* **What is needed**
Reply only with how many lines below contain "Firth".

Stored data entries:
***
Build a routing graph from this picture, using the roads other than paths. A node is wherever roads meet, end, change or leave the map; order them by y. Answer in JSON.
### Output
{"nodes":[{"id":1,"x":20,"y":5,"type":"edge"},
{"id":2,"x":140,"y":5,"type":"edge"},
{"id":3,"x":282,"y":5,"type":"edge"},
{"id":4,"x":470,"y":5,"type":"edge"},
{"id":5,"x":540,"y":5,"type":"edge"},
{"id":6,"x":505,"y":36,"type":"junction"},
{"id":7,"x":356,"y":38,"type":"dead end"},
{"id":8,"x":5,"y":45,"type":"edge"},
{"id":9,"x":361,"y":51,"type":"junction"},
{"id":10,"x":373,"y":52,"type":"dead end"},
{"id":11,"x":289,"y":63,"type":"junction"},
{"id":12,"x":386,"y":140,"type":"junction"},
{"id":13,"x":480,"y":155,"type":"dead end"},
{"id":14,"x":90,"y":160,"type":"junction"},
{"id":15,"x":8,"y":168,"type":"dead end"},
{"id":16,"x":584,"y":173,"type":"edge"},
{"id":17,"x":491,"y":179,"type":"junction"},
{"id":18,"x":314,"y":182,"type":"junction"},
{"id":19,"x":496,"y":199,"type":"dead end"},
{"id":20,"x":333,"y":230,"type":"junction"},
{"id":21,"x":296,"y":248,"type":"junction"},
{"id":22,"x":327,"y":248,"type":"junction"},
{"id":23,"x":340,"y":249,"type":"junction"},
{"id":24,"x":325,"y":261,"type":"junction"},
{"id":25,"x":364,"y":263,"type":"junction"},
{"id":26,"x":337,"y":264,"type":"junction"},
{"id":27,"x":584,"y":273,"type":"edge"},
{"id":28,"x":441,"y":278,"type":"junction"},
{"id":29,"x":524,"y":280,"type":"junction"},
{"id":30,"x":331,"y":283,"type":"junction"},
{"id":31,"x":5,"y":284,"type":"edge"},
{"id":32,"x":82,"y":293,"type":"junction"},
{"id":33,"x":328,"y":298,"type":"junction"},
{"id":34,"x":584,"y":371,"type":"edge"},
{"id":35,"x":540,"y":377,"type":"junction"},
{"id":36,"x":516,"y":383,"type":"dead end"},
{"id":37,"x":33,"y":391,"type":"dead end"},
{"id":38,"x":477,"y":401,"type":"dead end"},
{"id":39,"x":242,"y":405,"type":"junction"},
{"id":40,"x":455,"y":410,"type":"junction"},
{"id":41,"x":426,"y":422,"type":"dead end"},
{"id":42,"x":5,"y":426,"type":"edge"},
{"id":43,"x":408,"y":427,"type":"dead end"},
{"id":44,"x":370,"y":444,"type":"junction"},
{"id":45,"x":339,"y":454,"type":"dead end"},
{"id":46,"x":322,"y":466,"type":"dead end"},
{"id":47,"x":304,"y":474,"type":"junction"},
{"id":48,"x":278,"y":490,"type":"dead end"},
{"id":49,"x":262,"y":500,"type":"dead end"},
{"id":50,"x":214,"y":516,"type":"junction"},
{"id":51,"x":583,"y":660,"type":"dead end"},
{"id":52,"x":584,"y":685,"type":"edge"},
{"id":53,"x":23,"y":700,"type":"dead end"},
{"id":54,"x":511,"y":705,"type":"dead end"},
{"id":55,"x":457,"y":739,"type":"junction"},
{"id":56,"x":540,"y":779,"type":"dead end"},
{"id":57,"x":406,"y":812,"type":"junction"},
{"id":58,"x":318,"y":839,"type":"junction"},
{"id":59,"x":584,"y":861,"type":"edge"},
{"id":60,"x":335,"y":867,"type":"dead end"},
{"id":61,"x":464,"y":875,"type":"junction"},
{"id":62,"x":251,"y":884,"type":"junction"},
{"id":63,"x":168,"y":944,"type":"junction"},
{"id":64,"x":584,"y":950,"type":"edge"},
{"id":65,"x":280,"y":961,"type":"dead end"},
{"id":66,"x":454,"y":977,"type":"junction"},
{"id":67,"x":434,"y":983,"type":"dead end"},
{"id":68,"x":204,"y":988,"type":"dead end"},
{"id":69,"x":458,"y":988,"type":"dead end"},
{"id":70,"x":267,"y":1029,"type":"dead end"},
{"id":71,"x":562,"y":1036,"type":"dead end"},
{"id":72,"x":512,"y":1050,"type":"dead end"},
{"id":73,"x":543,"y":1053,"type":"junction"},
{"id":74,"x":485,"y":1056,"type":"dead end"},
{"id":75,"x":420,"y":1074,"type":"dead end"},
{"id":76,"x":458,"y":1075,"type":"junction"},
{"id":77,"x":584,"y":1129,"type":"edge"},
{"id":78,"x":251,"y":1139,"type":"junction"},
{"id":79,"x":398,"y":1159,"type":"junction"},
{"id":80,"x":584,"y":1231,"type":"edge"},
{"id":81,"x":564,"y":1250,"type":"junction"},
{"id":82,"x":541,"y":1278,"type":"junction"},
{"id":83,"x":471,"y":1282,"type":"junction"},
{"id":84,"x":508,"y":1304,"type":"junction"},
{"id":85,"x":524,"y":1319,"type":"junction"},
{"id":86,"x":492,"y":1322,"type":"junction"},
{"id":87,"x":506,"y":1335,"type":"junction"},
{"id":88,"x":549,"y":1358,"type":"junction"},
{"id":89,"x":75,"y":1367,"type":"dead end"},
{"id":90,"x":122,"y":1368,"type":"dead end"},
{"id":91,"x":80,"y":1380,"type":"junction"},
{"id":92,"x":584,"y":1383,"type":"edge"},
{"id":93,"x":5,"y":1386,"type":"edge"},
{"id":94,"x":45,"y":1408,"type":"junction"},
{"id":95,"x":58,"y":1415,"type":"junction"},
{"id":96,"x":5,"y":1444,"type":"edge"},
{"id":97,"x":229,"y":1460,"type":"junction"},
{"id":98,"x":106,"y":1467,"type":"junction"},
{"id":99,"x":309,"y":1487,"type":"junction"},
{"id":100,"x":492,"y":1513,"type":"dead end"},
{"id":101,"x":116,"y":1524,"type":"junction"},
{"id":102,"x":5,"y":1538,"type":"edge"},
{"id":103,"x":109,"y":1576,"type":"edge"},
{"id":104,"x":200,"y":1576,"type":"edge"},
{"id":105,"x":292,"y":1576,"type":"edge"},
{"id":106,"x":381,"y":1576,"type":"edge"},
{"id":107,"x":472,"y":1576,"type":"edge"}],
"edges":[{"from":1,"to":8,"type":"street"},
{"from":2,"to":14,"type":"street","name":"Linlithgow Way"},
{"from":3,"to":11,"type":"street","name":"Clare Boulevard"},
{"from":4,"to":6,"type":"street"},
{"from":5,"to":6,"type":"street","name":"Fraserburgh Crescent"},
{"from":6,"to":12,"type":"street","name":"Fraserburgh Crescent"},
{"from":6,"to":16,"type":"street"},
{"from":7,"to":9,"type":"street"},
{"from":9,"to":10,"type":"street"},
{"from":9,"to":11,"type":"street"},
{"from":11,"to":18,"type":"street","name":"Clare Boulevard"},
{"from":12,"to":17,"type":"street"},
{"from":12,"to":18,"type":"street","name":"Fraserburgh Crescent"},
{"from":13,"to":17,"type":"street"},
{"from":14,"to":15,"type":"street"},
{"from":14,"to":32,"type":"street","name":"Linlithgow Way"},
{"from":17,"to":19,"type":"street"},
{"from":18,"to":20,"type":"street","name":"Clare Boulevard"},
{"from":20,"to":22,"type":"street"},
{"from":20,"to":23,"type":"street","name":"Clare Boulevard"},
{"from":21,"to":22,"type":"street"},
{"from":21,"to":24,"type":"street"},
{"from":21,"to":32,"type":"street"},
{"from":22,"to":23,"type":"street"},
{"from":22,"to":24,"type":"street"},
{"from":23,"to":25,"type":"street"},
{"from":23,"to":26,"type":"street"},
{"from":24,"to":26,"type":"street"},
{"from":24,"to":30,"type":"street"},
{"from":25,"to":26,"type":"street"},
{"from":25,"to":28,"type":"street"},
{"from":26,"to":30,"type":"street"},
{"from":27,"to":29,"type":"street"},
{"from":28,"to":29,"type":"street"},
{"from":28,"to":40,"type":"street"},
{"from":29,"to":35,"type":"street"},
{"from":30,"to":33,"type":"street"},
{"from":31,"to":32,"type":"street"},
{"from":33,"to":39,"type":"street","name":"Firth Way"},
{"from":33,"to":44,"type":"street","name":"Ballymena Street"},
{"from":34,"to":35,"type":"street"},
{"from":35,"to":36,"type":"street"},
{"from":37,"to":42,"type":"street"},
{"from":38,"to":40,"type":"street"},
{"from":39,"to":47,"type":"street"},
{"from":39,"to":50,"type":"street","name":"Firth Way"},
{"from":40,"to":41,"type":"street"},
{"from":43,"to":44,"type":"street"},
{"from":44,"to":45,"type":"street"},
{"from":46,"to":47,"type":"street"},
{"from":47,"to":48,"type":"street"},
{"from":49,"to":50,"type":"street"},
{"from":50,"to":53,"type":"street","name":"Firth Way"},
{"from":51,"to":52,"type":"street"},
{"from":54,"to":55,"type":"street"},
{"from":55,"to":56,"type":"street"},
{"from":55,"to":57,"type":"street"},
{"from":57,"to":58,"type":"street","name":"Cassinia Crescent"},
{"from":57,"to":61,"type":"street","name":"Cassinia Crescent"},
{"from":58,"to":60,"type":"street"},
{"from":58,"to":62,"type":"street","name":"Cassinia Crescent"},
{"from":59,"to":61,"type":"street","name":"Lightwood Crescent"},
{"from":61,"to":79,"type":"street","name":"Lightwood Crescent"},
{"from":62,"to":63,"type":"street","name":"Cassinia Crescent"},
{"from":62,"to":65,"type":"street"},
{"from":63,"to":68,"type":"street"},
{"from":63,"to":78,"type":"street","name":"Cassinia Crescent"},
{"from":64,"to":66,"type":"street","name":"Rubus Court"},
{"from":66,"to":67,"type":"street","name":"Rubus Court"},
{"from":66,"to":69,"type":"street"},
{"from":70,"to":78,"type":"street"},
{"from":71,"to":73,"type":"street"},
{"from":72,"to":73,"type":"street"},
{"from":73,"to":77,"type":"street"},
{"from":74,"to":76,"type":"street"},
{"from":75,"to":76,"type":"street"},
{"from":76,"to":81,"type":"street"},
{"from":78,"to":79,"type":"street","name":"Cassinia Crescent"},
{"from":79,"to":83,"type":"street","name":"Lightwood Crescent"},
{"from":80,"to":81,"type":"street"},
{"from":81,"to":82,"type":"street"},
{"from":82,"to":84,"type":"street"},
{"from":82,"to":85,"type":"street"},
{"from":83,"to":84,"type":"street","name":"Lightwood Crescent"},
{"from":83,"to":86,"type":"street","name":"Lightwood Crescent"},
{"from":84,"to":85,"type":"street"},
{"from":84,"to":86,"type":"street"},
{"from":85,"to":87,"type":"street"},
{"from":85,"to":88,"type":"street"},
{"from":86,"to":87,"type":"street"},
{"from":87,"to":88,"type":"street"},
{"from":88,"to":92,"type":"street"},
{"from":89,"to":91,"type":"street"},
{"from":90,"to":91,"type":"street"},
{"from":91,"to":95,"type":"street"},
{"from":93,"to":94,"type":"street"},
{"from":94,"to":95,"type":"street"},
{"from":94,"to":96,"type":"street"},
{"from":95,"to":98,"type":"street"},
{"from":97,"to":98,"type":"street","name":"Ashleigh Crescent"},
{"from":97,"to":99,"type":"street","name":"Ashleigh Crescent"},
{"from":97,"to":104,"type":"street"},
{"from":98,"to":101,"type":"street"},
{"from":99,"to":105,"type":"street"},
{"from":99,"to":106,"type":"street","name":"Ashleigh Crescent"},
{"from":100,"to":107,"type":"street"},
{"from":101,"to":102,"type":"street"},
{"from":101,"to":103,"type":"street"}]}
***
* **Written response**
3